<<<<

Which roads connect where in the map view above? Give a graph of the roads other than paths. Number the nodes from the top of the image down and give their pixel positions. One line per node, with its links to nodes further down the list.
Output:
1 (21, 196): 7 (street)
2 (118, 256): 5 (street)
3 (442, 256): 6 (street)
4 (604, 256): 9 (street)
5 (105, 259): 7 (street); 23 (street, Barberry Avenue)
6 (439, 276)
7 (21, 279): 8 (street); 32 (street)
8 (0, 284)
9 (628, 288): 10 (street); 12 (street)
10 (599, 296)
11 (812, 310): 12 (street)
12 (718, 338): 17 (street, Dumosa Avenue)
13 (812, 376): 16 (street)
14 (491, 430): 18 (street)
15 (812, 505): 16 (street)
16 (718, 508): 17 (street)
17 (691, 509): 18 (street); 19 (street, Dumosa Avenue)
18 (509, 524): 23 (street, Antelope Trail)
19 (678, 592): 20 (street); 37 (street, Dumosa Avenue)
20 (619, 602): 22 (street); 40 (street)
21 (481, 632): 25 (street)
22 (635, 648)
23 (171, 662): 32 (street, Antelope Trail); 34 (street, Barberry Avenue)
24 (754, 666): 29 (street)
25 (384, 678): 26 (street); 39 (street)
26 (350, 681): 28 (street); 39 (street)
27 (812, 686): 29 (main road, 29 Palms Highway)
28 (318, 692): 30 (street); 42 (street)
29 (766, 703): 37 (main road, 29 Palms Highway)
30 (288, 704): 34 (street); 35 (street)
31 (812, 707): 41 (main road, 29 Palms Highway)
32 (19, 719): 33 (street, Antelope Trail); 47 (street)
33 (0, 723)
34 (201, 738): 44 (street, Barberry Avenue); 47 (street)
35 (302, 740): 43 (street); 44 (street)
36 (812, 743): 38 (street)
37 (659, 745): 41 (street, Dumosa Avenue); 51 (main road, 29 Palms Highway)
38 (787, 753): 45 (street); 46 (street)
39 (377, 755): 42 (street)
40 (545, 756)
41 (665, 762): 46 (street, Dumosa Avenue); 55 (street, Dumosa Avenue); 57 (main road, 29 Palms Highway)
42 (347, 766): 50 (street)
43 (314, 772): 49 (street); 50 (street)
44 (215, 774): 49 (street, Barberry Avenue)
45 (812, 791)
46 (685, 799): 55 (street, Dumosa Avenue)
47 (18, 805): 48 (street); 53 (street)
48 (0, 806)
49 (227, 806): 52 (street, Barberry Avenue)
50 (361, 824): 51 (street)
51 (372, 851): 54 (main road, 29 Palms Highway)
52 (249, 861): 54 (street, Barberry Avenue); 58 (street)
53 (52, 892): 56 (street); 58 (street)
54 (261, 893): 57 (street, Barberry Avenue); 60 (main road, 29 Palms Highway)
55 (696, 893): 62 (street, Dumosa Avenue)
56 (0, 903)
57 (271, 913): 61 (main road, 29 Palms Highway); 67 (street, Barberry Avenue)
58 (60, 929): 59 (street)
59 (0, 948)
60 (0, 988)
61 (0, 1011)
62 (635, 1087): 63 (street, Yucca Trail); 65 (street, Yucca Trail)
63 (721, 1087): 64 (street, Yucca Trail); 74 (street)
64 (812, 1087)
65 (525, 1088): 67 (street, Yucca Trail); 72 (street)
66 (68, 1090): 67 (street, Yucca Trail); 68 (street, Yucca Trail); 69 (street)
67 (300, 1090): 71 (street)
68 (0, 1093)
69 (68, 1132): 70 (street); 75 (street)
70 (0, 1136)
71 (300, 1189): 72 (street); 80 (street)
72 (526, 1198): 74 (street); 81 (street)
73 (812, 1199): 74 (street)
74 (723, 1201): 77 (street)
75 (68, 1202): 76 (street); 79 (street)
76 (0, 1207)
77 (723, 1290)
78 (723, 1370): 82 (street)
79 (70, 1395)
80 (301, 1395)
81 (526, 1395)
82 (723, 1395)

>>>>

• _YOUR INSTRUCTIONS_
From the entries, copy every line in which the string "Palms" can be found.

• _TASK RESPONSE_
27 (812, 686): 29 (main road, 29 Palms Highway)
29 (766, 703): 37 (main road, 29 Palms Highway)
31 (812, 707): 41 (main road, 29 Palms Highway)
37 (659, 745): 41 (street, Dumosa Avenue); 51 (main road, 29 Palms Highway)
41 (665, 762): 46 (street, Dumosa Avenue); 55 (street, Dumosa Avenue); 57 (main road, 29 Palms Highway)
51 (372, 851): 54 (main road, 29 Palms Highway)
54 (261, 893): 57 (street, Barberry Avenue); 60 (main road, 29 Palms Highway)
57 (271, 913): 61 (main road, 29 Palms Highway); 67 (street, Barberry Avenue)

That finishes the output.